Problem to solve | Restate the records below word for word, leaving nothing out.

Saved entries |
==*==
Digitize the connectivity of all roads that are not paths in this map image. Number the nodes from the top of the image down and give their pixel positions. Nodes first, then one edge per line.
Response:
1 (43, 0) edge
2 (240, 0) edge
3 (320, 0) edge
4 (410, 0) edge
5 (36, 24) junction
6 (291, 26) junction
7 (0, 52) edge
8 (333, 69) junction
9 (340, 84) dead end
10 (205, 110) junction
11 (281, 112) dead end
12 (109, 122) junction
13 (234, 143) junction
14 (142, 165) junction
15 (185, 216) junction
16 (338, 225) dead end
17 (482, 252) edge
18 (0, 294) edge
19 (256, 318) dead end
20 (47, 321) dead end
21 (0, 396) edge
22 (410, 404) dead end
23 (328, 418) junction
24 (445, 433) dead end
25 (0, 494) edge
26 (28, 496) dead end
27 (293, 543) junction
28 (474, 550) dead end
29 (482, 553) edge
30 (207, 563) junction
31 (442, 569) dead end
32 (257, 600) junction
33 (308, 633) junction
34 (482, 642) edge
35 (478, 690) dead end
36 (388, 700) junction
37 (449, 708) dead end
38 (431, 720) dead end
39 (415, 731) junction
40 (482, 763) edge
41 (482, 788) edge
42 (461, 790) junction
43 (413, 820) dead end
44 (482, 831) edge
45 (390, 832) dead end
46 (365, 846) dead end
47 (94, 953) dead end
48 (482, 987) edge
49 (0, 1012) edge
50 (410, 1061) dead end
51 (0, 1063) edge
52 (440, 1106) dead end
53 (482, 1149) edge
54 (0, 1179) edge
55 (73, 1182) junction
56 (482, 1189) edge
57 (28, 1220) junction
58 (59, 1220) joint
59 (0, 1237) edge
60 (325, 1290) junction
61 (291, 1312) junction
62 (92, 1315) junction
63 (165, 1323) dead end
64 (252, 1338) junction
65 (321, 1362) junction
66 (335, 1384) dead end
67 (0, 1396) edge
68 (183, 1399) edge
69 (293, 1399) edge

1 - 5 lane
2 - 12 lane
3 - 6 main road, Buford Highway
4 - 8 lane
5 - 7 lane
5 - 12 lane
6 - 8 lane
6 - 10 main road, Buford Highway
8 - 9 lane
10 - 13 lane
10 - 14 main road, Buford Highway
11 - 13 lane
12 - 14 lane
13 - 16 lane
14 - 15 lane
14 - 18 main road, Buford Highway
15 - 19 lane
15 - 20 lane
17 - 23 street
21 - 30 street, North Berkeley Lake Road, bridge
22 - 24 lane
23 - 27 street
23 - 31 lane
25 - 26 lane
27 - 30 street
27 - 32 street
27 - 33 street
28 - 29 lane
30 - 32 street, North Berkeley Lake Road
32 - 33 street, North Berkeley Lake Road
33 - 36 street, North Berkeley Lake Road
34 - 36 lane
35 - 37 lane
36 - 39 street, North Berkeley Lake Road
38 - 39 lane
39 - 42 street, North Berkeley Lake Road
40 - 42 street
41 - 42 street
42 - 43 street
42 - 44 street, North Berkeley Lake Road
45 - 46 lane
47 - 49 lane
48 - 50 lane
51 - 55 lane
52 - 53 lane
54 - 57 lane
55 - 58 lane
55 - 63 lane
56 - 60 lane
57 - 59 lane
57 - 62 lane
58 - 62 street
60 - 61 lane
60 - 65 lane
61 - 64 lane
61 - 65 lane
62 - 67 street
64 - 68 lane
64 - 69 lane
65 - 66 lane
==*==
Written answer |
Digitize the connectivity of all roads that are not paths in this map image. Number the nodes from the top of the image down and give their pixel positions. Nodes first, then one edge per line.
Response:
1 (43, 0) edge
2 (240, 0) edge
3 (320, 0) edge
4 (410, 0) edge
5 (36, 24) junction
6 (291, 26) junction
7 (0, 52) edge
8 (333, 69) junction
9 (340, 84) dead end
10 (205, 110) junction
11 (281, 112) dead end
12 (109, 122) junction
13 (234, 143) junction
14 (142, 165) junction
15 (185, 216) junction
16 (338, 225) dead end
17 (482, 252) edge
18 (0, 294) edge
19 (256, 318) dead end
20 (47, 321) dead end
21 (0, 396) edge
22 (410, 404) dead end
23 (328, 418) junction
24 (445, 433) dead end
25 (0, 494) edge
26 (28, 496) dead end
27 (293, 543) junction
28 (474, 550) dead end
29 (482, 553) edge
30 (207, 563) junction
31 (442, 569) dead end
32 (257, 600) junction
33 (308, 633) junction
34 (482, 642) edge
35 (478, 690) dead end
36 (388, 700) junction
37 (449, 708) dead end
38 (431, 720) dead end
39 (415, 731) junction
40 (482, 763) edge
41 (482, 788) edge
42 (461, 790) junction
43 (413, 820) dead end
44 (482, 831) edge
45 (390, 832) dead end
46 (365, 846) dead end
47 (94, 953) dead end
48 (482, 987) edge
49 (0, 1012) edge
50 (410, 1061) dead end
51 (0, 1063) edge
52 (440, 1106) dead end
53 (482, 1149) edge
54 (0, 1179) edge
55 (73, 1182) junction
56 (482, 1189) edge
57 (28, 1220) junction
58 (59, 1220) joint
59 (0, 1237) edge
60 (325, 1290) junction
61 (291, 1312) junction
62 (92, 1315) junction
63 (165, 1323) dead end
64 (252, 1338) junction
65 (321, 1362) junction
66 (335, 1384) dead end
67 (0, 1396) edge
68 (183, 1399) edge
69 (293, 1399) edge

1 - 5 lane
2 - 12 lane
3 - 6 main road, Buford Highway
4 - 8 lane
5 - 7 lane
5 - 12 lane
6 - 8 lane
6 - 10 main road, Buford Highway
8 - 9 lane
10 - 13 lane
10 - 14 main road, Buford Highway
11 - 13 lane
12 - 14 lane
13 - 16 lane
14 - 15 lane
14 - 18 main road, Buford Highway
15 - 19 lane
15 - 20 lane
17 - 23 street
21 - 30 street, North Berkeley Lake Road, bridge
22 - 24 lane
23 - 27 street
23 - 31 lane
25 - 26 lane
27 - 30 street
27 - 32 street
27 - 33 street
28 - 29 lane
30 - 32 street, North Berkeley Lake Road
32 - 33 street, North Berkeley Lake Road
33 - 36 street, North Berkeley Lake Road
34 - 36 lane
35 - 37 lane
36 - 39 street, North Berkeley Lake Road
38 - 39 lane
39 - 42 street, North Berkeley Lake Road
40 - 42 street
41 - 42 street
42 - 43 street
42 - 44 street, North Berkeley Lake Road
45 - 46 lane
47 - 49 lane
48 - 50 lane
51 - 55 lane
52 - 53 lane
54 - 57 lane
55 - 58 lane
55 - 63 lane
56 - 60 lane
57 - 59 lane
57 - 62 lane
58 - 62 street
60 - 61 lane
60 - 65 lane
61 - 64 lane
61 - 65 lane
62 - 67 street
64 - 68 lane
64 - 69 lane
65 - 66 lane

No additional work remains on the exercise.